Binary numbers
David C. Ullrich
ullrich at math.okstate.edu
Fri Feb 9 12:01:21 EST 2001
In article <960onh$ov3$1 at nnrp1.deja.com>,
sampe99 at my-deja.com wrote:
>
>
> > How are you planning on deciding which one of the many n-th roots
> > of your matrix is the "right" one? (Is there some reason to
> > think that your matrix _has_ an n-th root which is also a
> > transition matrix???)
>
> All matrices with negative or complex elements can be excluded and
> those left can be ranked after certain criterias. The question if
there
> exist a transition matrix or not among the roots is still left
> unanswered. My intuitive feeling is that there exists one
> unique "correct" matrix
Ah.
> after my experiments on 3x3 and 4x4 matrices
> (calculations by hand).
>
> If I have a transistion matrix and want to transform it to a longer
> time horizon I take the n:th power of it (under certain assumptions).
A lot of things have n-th powers (for integers n) but no square
roots. I _think_ that a "transition matrix" is an nxn matrix
with all entries non-negative and with each row summing to 1.
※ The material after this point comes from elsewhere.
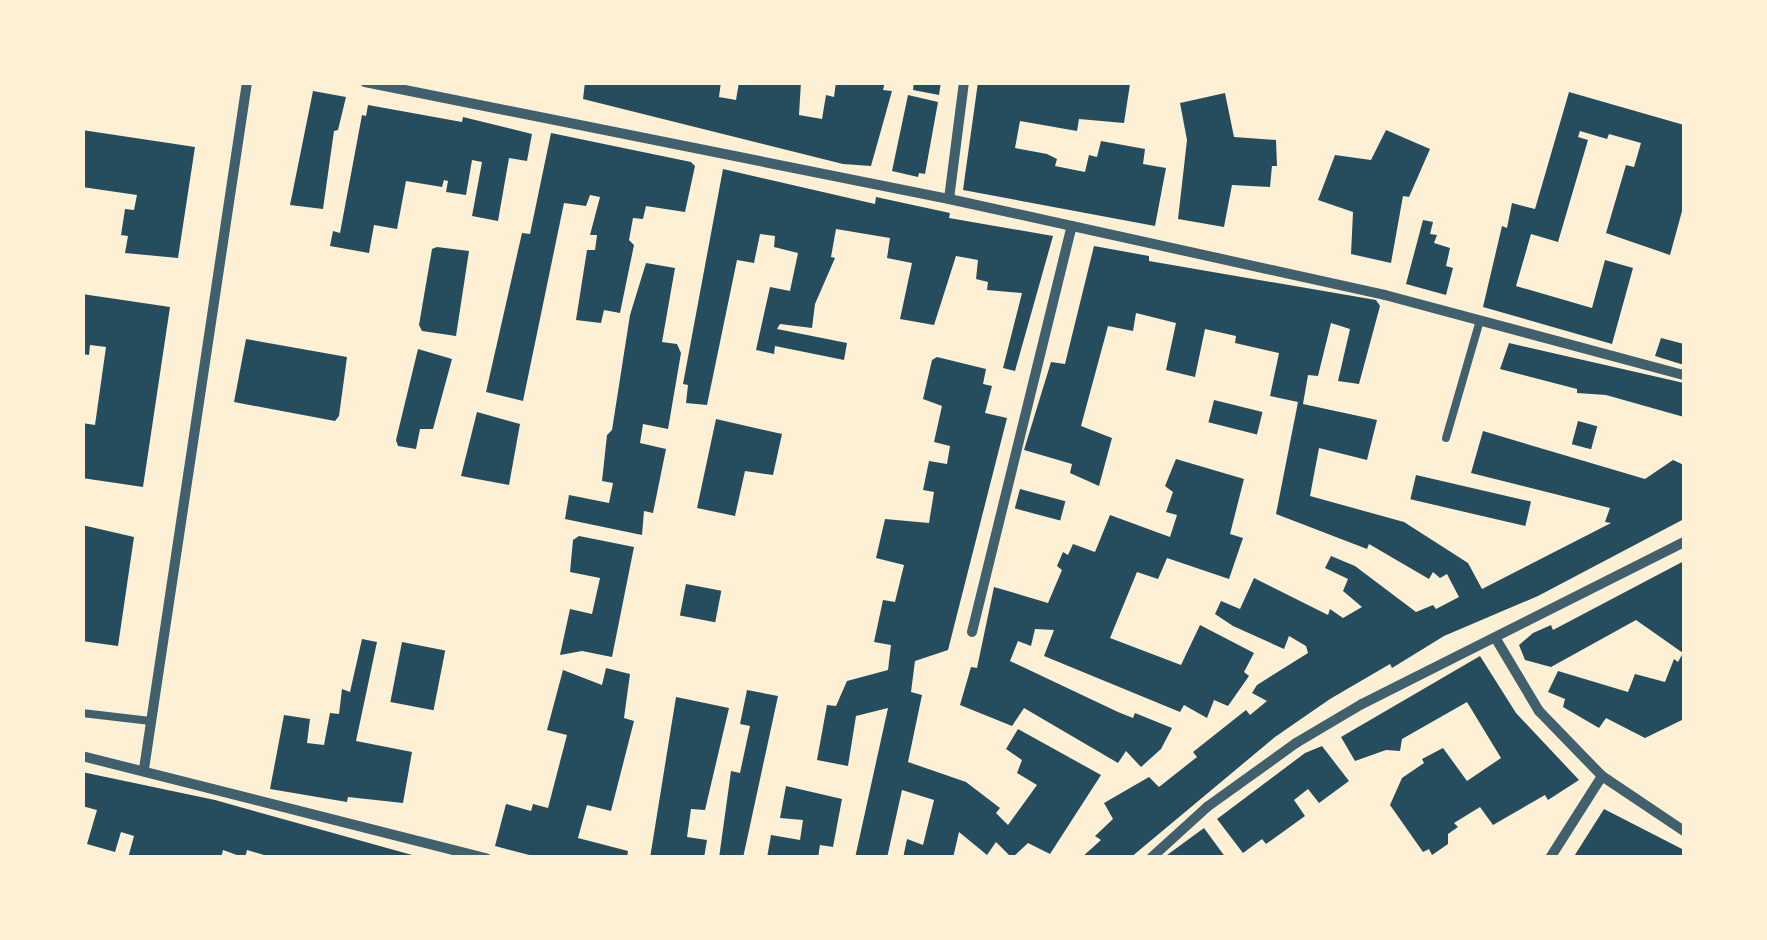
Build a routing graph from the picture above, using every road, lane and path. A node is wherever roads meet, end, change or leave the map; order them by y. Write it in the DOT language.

Assuming so: A = [[0,1], [1,0]] is a transition matrix with
no real square root, much less a square root which is a transition
matrix.
(A has eigenvalues 1 and -1, so any square root of A will
have one real eigenvalue and one complex eigenvalue. A
real matrix can have complex eigenvalues but they come
in conjugate pairs, so the square roots of A cannot be real
matrices.)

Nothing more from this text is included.